Required action — Find the lines in the records that carry the word "ESCRIBÁ". Copy each one.

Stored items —
-- Opening Marker --

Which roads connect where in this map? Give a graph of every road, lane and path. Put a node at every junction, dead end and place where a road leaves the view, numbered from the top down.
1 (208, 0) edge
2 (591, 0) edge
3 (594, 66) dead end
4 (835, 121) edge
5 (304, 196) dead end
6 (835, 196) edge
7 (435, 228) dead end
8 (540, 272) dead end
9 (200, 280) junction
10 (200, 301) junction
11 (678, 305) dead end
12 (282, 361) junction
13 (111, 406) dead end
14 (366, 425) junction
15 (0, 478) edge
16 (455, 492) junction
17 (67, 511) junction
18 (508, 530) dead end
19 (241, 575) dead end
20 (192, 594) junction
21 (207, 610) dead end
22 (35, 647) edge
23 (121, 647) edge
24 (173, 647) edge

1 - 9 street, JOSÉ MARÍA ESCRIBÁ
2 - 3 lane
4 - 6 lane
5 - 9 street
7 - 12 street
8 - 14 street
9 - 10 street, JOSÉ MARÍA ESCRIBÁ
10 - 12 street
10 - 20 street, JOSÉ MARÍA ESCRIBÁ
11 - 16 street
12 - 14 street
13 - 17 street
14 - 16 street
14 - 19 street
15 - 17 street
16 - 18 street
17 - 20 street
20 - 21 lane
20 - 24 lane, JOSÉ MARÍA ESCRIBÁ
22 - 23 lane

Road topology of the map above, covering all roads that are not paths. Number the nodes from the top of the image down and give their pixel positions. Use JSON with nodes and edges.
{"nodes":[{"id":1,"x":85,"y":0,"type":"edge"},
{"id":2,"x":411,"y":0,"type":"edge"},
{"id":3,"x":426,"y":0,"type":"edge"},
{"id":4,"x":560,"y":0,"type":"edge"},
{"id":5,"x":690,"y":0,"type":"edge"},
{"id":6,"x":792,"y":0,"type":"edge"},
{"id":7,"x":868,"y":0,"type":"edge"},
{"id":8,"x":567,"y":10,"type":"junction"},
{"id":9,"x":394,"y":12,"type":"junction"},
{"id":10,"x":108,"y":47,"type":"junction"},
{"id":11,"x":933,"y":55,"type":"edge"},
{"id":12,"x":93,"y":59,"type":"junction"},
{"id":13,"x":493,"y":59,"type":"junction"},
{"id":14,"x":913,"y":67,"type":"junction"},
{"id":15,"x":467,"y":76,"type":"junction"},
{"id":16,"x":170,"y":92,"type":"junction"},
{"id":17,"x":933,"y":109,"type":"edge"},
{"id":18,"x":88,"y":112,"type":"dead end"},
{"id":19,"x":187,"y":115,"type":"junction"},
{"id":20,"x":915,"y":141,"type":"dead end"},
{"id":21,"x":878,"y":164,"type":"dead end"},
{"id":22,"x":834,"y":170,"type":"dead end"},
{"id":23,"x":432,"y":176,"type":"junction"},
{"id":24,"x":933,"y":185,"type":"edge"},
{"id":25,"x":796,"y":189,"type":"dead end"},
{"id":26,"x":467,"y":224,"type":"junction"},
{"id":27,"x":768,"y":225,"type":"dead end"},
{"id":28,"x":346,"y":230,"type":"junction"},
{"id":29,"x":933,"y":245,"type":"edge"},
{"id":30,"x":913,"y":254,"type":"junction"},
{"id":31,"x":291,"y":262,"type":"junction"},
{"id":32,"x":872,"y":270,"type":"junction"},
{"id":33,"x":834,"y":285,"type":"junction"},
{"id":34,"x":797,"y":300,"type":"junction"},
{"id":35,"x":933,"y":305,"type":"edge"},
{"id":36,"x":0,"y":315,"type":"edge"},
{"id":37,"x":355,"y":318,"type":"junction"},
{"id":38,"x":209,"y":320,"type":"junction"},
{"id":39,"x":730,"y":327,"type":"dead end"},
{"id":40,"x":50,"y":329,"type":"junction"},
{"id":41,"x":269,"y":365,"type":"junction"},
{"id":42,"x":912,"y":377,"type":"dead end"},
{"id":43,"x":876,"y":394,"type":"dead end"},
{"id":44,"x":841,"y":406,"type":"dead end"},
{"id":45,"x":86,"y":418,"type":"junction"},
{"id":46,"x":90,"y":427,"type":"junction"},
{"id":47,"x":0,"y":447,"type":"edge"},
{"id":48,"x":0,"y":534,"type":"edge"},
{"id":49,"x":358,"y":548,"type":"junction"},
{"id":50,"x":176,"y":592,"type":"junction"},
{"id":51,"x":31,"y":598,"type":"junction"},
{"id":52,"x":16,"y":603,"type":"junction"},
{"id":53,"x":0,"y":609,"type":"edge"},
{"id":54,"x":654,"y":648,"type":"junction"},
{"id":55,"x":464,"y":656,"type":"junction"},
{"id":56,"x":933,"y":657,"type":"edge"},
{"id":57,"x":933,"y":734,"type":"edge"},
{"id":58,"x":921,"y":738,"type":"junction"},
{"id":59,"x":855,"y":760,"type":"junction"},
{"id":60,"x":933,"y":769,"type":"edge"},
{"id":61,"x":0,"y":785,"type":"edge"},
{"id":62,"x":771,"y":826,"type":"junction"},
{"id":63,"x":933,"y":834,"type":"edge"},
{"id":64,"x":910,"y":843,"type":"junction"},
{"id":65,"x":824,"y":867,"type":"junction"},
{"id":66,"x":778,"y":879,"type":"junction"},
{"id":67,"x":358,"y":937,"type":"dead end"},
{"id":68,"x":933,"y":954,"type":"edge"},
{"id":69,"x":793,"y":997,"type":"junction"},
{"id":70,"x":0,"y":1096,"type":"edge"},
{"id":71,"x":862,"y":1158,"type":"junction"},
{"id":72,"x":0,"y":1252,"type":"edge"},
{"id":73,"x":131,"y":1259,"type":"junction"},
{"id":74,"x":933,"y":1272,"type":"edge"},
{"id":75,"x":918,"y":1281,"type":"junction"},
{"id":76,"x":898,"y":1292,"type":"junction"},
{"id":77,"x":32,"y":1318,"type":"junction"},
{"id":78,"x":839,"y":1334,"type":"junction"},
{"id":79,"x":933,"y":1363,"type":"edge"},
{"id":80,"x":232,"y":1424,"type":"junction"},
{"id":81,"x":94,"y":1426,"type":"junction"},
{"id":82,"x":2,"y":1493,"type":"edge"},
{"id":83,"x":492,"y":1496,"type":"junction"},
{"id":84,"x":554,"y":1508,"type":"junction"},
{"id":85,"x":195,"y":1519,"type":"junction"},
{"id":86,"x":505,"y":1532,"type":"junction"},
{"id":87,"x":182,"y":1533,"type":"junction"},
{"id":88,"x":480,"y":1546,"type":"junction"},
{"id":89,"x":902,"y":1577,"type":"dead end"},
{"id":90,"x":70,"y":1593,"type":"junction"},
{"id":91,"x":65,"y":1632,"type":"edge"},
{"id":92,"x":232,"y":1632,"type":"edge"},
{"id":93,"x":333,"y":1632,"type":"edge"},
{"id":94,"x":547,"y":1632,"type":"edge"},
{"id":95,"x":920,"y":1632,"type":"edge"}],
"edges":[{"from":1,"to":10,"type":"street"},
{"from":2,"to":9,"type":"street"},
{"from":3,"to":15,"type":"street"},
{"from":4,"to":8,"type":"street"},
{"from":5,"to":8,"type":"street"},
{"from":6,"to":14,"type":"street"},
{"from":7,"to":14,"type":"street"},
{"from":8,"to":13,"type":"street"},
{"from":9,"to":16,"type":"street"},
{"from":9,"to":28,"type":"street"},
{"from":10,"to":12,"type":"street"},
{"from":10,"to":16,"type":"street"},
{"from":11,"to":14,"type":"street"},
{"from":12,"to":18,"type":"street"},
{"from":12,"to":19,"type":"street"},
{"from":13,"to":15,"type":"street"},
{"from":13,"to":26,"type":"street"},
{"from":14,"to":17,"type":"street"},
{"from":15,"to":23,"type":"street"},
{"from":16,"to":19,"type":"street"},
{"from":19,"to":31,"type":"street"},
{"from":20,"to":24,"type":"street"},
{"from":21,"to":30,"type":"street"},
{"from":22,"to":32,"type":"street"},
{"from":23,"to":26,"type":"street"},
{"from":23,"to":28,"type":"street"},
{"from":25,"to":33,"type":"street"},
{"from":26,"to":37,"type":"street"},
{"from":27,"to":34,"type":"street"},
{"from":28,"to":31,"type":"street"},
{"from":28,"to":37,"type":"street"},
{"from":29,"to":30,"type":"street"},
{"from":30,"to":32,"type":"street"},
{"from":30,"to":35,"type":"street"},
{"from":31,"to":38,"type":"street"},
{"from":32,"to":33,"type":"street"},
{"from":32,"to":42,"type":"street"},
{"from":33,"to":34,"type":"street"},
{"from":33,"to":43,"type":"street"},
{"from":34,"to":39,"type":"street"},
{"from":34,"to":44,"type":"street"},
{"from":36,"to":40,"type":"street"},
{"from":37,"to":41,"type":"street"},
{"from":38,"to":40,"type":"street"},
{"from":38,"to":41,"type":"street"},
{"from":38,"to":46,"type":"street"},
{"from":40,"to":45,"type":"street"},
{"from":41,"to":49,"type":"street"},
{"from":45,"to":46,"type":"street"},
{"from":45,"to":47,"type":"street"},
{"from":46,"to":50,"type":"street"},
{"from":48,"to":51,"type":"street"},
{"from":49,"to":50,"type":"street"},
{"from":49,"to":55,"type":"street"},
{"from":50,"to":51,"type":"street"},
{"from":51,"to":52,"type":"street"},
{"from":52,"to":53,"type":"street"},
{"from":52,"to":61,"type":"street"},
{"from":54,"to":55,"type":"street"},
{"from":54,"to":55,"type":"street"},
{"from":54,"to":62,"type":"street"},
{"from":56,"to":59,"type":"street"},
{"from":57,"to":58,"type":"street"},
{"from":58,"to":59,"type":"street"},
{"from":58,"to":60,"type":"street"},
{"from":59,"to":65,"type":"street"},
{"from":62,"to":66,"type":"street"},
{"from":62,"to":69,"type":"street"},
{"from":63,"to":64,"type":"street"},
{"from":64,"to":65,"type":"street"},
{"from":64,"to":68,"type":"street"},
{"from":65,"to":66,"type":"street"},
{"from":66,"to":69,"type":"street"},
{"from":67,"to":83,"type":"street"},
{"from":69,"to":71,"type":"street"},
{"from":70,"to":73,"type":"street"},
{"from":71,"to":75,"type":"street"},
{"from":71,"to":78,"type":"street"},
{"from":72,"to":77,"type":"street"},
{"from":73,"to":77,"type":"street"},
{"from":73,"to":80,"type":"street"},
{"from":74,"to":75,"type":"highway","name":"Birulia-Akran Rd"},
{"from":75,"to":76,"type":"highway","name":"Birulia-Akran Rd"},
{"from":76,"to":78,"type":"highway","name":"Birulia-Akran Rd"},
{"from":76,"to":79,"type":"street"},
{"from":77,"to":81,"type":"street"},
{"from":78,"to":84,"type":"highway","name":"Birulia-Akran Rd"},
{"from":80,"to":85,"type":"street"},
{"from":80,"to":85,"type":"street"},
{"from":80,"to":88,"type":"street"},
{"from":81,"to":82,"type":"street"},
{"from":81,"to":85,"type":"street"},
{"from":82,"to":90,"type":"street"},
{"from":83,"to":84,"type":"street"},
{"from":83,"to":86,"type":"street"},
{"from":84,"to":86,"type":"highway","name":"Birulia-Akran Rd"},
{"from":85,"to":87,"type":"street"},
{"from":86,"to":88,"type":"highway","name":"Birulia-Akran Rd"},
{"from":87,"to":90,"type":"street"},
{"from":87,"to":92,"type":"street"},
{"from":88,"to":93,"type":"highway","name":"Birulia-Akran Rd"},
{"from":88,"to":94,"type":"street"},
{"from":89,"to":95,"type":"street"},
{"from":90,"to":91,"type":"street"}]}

-- Closing Marker --

Response to this exercise —
1 - 9 street, JOSÉ MARÍA ESCRIBÁ
9 - 10 street, JOSÉ MARÍA ESCRIBÁ
10 - 20 street, JOSÉ MARÍA ESCRIBÁ
20 - 24 lane, JOSÉ MARÍA ESCRIBÁ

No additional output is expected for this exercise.